[
https://issues.apache.org/jira/browse/NUTCH-3164?page=com.atlassian.jira.plugin.system.issuetabpanels:comment-tabpanel&focusedCommentId=18084612#comment-18084612
]
Hudson commented on NUTCH-3164:
-------------------------------
SUCCESS: Integrated in Jenkins build Nutch » Nutch-trunk #238 (See
[https://ci-builds.apache.org/job/Nutch/job/Nutch-trunk/238/])
NUTCH-3164 Catch specific exceptions in CrawlDbFilter so plugin errors no
longer silently drop URLs (prakharchaube13:
[https://github.com/apache/nutch/commit/0c4f51d8382542dadf9373c6e524d7f92f901076])
* (edit) src/java/org/apache/nutch/crawl/CrawlDbFilter.java
NUTCH-3164 Added Unit Test case (prakharchaube13:
[https://github.com/apache/nutch/commit/fc26180cc55810a2ce0d2bb3ab90181394200f96])

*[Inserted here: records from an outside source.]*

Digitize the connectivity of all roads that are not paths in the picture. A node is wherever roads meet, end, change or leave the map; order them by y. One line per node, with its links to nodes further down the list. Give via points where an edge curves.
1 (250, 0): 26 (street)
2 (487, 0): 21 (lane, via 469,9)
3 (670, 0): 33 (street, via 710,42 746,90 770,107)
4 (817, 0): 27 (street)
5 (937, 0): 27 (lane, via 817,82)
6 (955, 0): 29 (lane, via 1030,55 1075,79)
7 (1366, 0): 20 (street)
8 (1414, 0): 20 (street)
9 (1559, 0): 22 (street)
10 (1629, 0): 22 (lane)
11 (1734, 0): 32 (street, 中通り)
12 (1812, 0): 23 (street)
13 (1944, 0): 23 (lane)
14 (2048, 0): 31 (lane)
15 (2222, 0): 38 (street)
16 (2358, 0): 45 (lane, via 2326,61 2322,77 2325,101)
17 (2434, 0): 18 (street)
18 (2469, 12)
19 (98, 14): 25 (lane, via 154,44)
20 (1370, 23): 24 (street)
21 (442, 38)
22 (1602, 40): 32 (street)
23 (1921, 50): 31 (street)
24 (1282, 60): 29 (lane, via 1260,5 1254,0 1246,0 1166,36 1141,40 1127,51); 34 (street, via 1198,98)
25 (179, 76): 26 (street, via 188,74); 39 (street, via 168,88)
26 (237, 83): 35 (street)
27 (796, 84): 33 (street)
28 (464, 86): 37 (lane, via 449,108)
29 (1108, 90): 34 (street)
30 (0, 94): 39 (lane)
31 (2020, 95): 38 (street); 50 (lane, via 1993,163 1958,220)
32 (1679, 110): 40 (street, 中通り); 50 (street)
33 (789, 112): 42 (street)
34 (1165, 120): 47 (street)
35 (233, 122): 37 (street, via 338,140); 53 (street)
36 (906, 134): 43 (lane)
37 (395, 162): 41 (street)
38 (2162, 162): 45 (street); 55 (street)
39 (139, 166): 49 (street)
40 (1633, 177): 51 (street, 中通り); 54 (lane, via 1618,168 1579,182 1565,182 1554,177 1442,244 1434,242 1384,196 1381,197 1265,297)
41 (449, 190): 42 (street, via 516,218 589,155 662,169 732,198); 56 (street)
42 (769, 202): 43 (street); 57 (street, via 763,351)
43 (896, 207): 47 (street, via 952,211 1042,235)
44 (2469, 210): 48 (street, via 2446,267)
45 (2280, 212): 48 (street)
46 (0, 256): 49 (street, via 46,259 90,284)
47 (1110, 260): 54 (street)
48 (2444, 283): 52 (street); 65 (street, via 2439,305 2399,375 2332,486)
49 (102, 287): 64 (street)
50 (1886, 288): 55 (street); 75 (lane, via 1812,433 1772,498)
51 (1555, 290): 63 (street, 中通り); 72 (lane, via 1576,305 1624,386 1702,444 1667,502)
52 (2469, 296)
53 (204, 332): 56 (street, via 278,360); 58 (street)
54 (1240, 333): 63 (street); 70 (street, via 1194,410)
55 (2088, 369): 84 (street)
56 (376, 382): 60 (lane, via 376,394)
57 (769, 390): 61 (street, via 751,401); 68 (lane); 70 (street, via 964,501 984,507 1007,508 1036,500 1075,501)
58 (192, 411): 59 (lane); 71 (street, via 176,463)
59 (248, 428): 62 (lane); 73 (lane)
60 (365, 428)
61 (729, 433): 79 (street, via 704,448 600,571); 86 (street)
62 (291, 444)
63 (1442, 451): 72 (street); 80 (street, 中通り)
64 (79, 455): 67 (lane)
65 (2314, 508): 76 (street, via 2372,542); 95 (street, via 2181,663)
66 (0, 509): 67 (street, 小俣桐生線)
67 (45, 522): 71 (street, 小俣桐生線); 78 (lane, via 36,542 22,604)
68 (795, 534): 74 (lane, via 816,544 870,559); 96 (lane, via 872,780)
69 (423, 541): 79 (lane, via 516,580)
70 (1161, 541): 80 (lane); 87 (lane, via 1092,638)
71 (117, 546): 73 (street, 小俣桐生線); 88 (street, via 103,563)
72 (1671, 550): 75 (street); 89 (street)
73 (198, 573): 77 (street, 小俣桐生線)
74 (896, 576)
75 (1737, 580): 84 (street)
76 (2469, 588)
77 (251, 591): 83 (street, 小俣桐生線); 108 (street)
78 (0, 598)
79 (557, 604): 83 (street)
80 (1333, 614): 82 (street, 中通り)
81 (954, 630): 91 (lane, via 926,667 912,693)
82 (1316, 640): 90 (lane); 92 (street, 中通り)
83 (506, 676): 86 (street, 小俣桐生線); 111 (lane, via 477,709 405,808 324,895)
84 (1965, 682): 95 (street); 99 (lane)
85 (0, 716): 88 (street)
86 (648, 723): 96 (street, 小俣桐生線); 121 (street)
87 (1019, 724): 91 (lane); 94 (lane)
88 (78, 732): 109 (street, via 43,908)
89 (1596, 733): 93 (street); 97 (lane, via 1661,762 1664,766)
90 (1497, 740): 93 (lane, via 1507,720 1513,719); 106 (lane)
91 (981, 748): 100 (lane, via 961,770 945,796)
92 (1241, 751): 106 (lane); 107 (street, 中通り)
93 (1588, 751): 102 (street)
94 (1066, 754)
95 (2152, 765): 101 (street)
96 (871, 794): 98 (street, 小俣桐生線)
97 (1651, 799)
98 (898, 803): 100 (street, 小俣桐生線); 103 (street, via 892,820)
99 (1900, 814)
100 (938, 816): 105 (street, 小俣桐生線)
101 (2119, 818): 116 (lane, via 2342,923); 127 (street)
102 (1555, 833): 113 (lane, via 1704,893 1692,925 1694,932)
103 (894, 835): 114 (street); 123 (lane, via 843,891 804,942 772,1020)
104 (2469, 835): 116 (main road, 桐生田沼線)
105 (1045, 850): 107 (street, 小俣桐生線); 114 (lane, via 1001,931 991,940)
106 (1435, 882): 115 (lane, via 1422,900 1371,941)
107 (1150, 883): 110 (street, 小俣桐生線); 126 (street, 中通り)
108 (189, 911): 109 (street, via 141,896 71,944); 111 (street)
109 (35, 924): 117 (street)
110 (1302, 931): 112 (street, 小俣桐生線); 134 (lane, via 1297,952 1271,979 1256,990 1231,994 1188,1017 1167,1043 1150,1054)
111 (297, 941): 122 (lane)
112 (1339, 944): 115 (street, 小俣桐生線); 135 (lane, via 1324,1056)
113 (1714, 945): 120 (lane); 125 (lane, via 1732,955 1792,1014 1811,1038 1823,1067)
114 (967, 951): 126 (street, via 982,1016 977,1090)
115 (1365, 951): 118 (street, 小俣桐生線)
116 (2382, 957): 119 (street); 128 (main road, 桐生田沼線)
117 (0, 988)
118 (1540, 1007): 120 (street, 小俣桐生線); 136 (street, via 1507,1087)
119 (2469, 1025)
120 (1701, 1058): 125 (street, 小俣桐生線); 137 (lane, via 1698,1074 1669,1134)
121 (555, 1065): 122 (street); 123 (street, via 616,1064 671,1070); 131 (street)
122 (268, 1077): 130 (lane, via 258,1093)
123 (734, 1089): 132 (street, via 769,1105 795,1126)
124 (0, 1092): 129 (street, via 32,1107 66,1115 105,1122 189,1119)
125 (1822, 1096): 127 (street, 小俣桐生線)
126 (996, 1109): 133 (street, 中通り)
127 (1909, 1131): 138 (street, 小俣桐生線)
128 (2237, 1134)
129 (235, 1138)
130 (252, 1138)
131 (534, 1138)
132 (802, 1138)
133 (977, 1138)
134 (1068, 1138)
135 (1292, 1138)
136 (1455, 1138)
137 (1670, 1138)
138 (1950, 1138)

* (add) src/test/org/apache/nutch/crawl/TestCrawlDbFilterExceptionHandling.java
> Generic exceptions in catch block may lead to deletion of links from crawldb
> ----------------------------------------------------------------------------
>
> Key: NUTCH-3164
> URL: https://issues.apache.org/jira/browse/NUTCH-3164
> Project: Nutch
> Issue Type: Bug
> Components: crawldb
> Affects Versions: 1.22
> Reporter: Prakhar Chaube
> Priority: Critical
> Fix For: 1.23
>
> Original Estimate: 24h
> Remaining Estimate: 24h
>
> In CrawlDbFilter.java (lines ~107-121), both the URL normalization and URL
> filtering blocks catch Exception instead of the specific checked exceptions
> declared by URLNormalizers.normalize() (MalformedURLException) and
> URLFilters.filter() (URLFilterException).
> try {
> url = normalizers.normalize(url, scope);
> } catch (Exception e) {
> LOG.warn("Skipping {}: ", url, e);
> url = null;
> }
> try {
> url = filters.filter(url);
> } catch (Exception e) {
> LOG.warn("Skipping {}: ", url, e);
> url = null;
> }
> *Problem:*
> Any {{RuntimeException}} (e.g., {{{}NullPointerException{}}},
> {{{}IllegalArgumentException{}}}, {{{}ArrayIndexOutOfBoundsException{}}})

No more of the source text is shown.